▸ Exercise requirements:
Which of the lines below hold "Muzelor"? Please return each one.

▸ Data section:
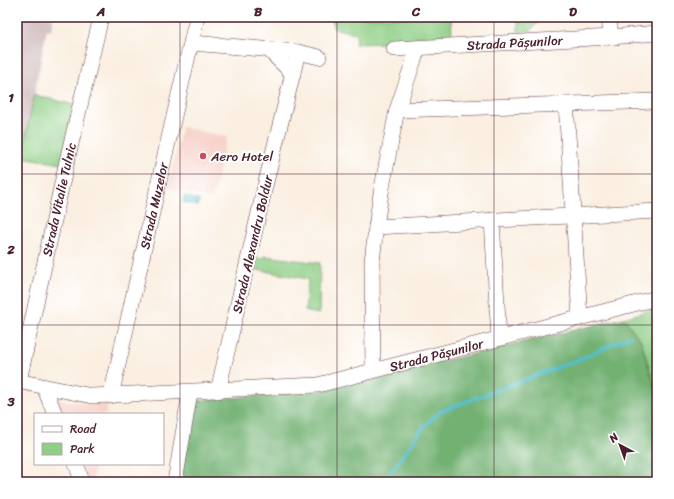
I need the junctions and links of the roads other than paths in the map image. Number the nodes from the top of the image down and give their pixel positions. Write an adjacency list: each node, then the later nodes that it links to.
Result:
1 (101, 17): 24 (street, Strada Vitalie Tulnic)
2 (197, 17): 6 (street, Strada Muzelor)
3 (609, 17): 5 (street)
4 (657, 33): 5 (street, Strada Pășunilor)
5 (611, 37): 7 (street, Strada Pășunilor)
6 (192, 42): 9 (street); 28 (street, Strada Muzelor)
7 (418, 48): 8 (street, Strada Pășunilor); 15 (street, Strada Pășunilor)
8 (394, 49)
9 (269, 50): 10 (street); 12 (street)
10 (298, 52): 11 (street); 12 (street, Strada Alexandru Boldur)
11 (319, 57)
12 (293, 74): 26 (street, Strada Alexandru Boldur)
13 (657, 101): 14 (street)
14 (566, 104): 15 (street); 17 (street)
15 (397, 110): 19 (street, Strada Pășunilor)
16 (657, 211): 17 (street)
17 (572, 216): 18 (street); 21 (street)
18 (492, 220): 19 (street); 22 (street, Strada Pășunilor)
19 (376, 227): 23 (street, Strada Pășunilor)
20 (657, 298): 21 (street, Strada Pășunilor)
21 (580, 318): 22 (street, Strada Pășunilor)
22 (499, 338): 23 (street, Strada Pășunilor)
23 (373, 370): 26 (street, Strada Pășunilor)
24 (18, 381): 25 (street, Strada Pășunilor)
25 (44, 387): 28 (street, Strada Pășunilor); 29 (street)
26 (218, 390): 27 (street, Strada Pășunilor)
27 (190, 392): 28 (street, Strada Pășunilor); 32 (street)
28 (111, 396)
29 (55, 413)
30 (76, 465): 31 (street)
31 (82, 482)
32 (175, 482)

▸ Task result:
2 (197, 17): 6 (street, Strada Muzelor)
6 (192, 42): 9 (street); 28 (street, Strada Muzelor)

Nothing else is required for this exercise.